WHAT TO PRODUCE: All of the entries below should be returned verbatim, apart from the pictures.

= Beginning of Section =

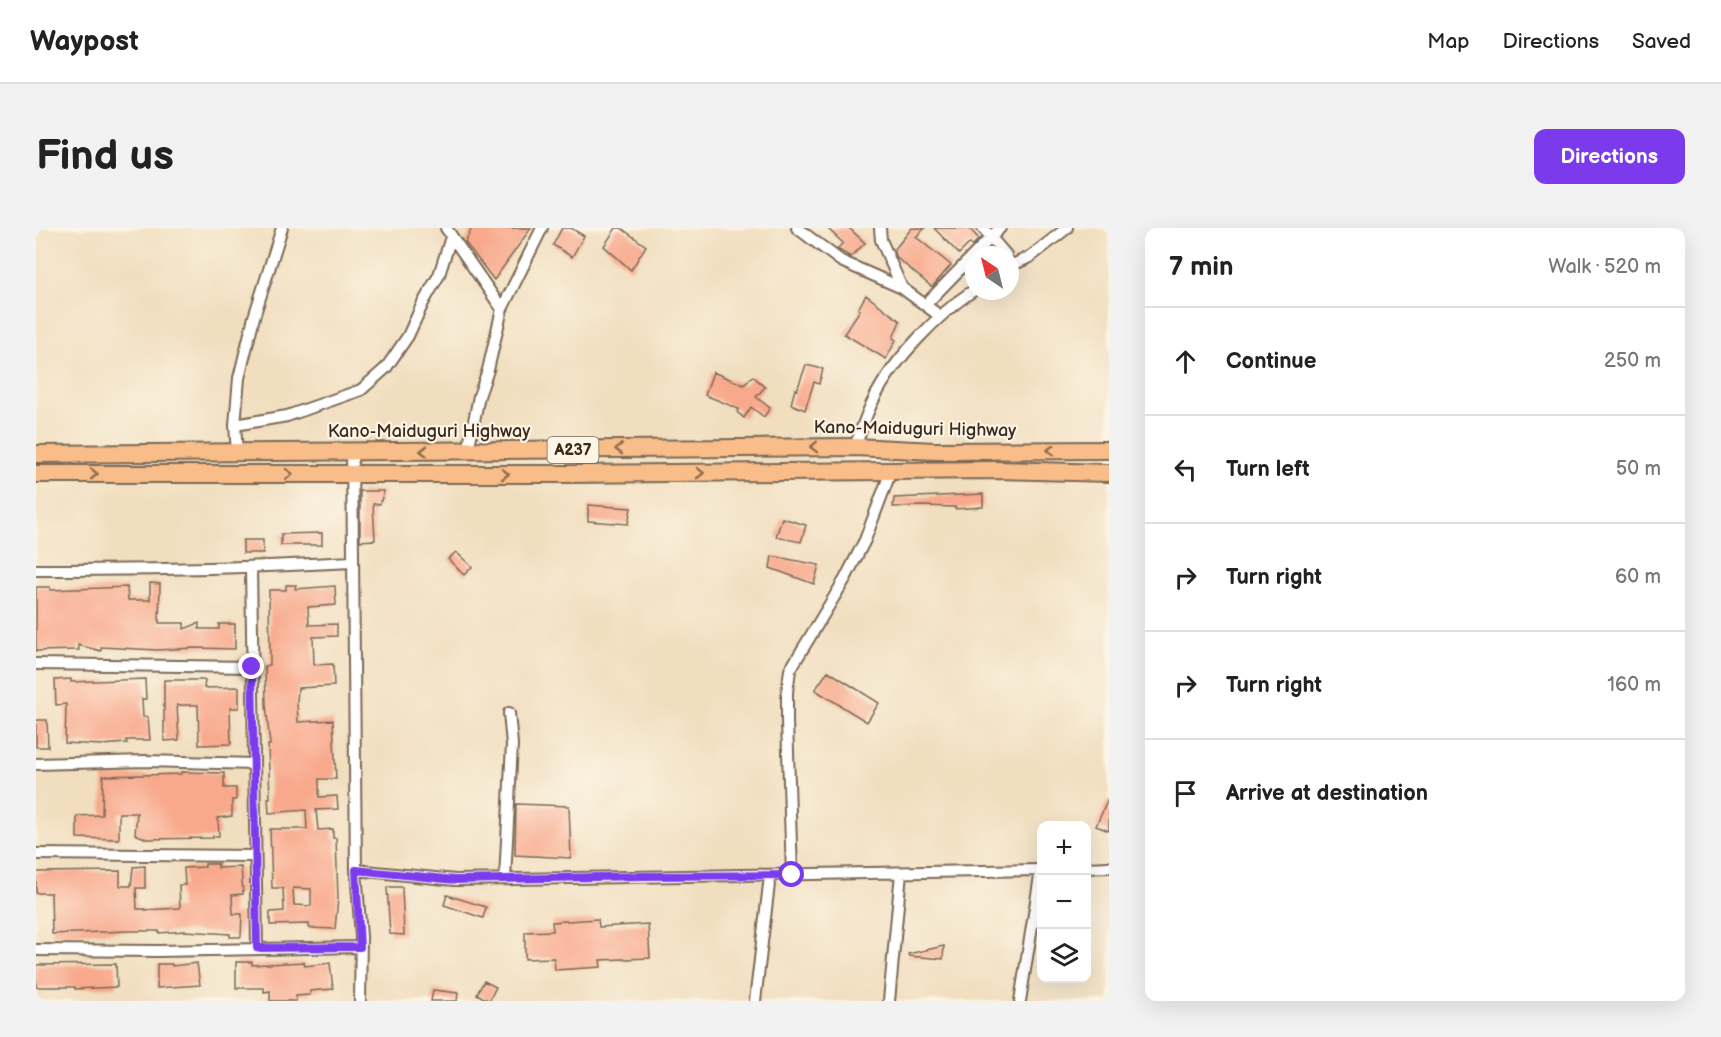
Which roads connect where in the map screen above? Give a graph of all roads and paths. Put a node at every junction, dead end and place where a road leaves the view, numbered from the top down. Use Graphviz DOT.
graph roads {
  1 [pos="282,228"];
  2 [pos="542,228"];
  3 [pos="797,228"];
  4 [pos="880,228"];
  5 [pos="983,228"];
  6 [pos="1000,228"];
  7 [pos="1067,228"];
  8 [pos="448,232"];
  9 [pos="991,237"];
  10 [pos="998,246"];
  11 [pos="1019,259"];
  12 [pos="902,288"];
  13 [pos="965,296"];
  14 [pos="926,304"];
  15 [pos="502,309"];
  16 [pos="940,316"];
  17 [pos="235,425"];
  18 [pos="855,447"];
  19 [pos="1109,450"];
  20 [pos="352,451"];
  21 [pos="468,451"];
  22 [pos="237,453"];
  23 [pos="36,454"];
  24 [pos="891,471"];
  25 [pos="1109,473"];
  26 [pos="36,474"];
  27 [pos="351,474"];
  28 [pos="352,562"];
  29 [pos="251,568"];
  30 [pos="36,570"];
  31 [pos="36,664"];
  32 [pos="252,667"];
  33 [pos="508,713"];
  34 [pos="36,764"];
  35 [pos="254,764"];
  36 [pos="36,854"];
  37 [pos="255,856"];
  38 [pos="1109,867"];
  39 [pos="1091,868"];
  40 [pos="356,870"];
  41 [pos="1037,870"];
  42 [pos="901,873"];
  43 [pos="792,875"];
  44 [pos="1040,875"];
  45 [pos="770,876"];
  46 [pos="505,879"];
  47 [pos="360,947"];
  48 [pos="257,948"];
  49 [pos="36,950"];
  50 [pos="360,1001"];
  51 [pos="755,1001"];
  52 [pos="889,1001"];
  53 [pos="1020,1001"];
  1 -- 17 [label="street"];
  2 -- 15 [label="street"];
  3 -- 12 [label="street"];
  4 -- 12 [label="street"];
  5 -- 9 [label="street"];
  6 -- 9 [label="street"];
  7 -- 11 [label="street"];
  8 -- 15 [label="street"];
  8 -- 17 [label="street"];
  9 -- 10 [label="street"];
  9 -- 14 [label="street"];
  12 -- 14 [label="street"];
  13 -- 16 [label="street"];
  14 -- 16 [label="street"];
  15 -- 21 [label="street"];
  16 -- 18 [label="street"];
  17 -- 22 [label="street"];
  19 -- 18 [label="highway, Kano-Maiduguri Highway / A237, one-way"];
  18 -- 21 [label="highway, Kano-Maiduguri Highway / A237, one-way"];
  21 -- 20 [label="highway, Kano-Maiduguri Highway / A237, one-way"];
  20 -- 22 [label="highway, Kano-Maiduguri Highway / A237"];
  20 -- 27 [label="street"];
  22 -- 23 [label="highway, Kano-Maiduguri Highway / A237"];
  24 -- 25 [label="highway, A237"];
  27 -- 24 [label="highway, A237, one-way"];
  24 -- 43 [label="street"];
  26 -- 27 [label="highway, A237, one-way"];
  27 -- 28 [label="street"];
  28 -- 29 [label="street"];
  28 -- 40 [label="street"];
  29 -- 30 [label="street"];
  29 -- 32 [label="street"];
  31 -- 32 [label="street"];
  32 -- 35 [label="street"];
  33 -- 46 [label="street"];
  34 -- 35 [label="street"];
  35 -- 37 [label="street"];
  36 -- 37 [label="street"];
  37 -- 48 [label="street"];
  38 -- 39 [label="street"];
  40 -- 46 [label="street"];
  40 -- 47 [label="street"];
  41 -- 42 [label="street"];
  42 -- 43 [label="street"];
  42 -- 52 [label="street"];
  43 -- 45 [label="street"];
  44 -- 53 [label="street"];
  45 -- 46 [label="street"];
  45 -- 51 [label="street"];
  47 -- 48 [label="street"];
  47 -- 50 [label="street"];
  48 -- 49 [label="street"];
}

= End of Section =

TASK ANSWER:
Which roads connect where in the map screen above? Give a graph of all roads and paths. Put a node at every junction, dead end and place where a road leaves the view, numbered from the top down. Use Graphviz DOT.
graph roads {
  1 [pos="282,228"];
  2 [pos="542,228"];
  3 [pos="797,228"];
  4 [pos="880,228"];
  5 [pos="983,228"];
  6 [pos="1000,228"];
  7 [pos="1067,228"];
  8 [pos="448,232"];
  9 [pos="991,237"];
  10 [pos="998,246"];
  11 [pos="1019,259"];
  12 [pos="902,288"];
  13 [pos="965,296"];
  14 [pos="926,304"];
  15 [pos="502,309"];
  16 [pos="940,316"];
  17 [pos="235,425"];
  18 [pos="855,447"];
  19 [pos="1109,450"];
  20 [pos="352,451"];
  21 [pos="468,451"];
  22 [pos="237,453"];
  23 [pos="36,454"];
  24 [pos="891,471"];
  25 [pos="1109,473"];
  26 [pos="36,474"];
  27 [pos="351,474"];
  28 [pos="352,562"];
  29 [pos="251,568"];
  30 [pos="36,570"];
  31 [pos="36,664"];
  32 [pos="252,667"];
  33 [pos="508,713"];
  34 [pos="36,764"];
  35 [pos="254,764"];
  36 [pos="36,854"];
  37 [pos="255,856"];
  38 [pos="1109,867"];
  39 [pos="1091,868"];
  40 [pos="356,870"];
  41 [pos="1037,870"];
  42 [pos="901,873"];
  43 [pos="792,875"];
  44 [pos="1040,875"];
  45 [pos="770,876"];
  46 [pos="505,879"];
  47 [pos="360,947"];
  48 [pos="257,948"];
  49 [pos="36,950"];
  50 [pos="360,1001"];
  51 [pos="755,1001"];
  52 [pos="889,1001"];
  53 [pos="1020,1001"];
  1 -- 17 [label="street"];
  2 -- 15 [label="street"];
  3 -- 12 [label="street"];
  4 -- 12 [label="street"];
  5 -- 9 [label="street"];
  6 -- 9 [label="street"];
  7 -- 11 [label="street"];
  8 -- 15 [label="street"];
  8 -- 17 [label="street"];
  9 -- 10 [label="street"];
  9 -- 14 [label="street"];
  12 -- 14 [label="street"];
  13 -- 16 [label="street"];
  14 -- 16 [label="street"];
  15 -- 21 [label="street"];
  16 -- 18 [label="street"];
  17 -- 22 [label="street"];
  19 -- 18 [label="highway, Kano-Maiduguri Highway / A237, one-way"];
  18 -- 21 [label="highway, Kano-Maiduguri Highway / A237, one-way"];
  21 -- 20 [label="highway, Kano-Maiduguri Highway / A237, one-way"];
  20 -- 22 [label="highway, Kano-Maiduguri Highway / A237"];
  20 -- 27 [label="street"];
  22 -- 23 [label="highway, Kano-Maiduguri Highway / A237"];
  24 -- 25 [label="highway, A237"];
  27 -- 24 [label="highway, A237, one-way"];
  24 -- 43 [label="street"];
  26 -- 27 [label="highway, A237, one-way"];
  27 -- 28 [label="street"];
  28 -- 29 [label="street"];
  28 -- 40 [label="street"];
  29 -- 30 [label="street"];
  29 -- 32 [label="street"];
  31 -- 32 [label="street"];
  32 -- 35 [label="street"];
  33 -- 46 [label="street"];
  34 -- 35 [label="street"];
  35 -- 37 [label="street"];
  36 -- 37 [label="street"];
  37 -- 48 [label="street"];
  38 -- 39 [label="street"];
  40 -- 46 [label="street"];
  40 -- 47 [label="street"];
  41 -- 42 [label="street"];
  42 -- 43 [label="street"];
  42 -- 52 [label="street"];
  43 -- 45 [label="street"];
  44 -- 53 [label="street"];
  45 -- 46 [label="street"];
  45 -- 51 [label="street"];
  47 -- 48 [label="street"];
  47 -- 50 [label="street"];
  48 -- 49 [label="street"];
}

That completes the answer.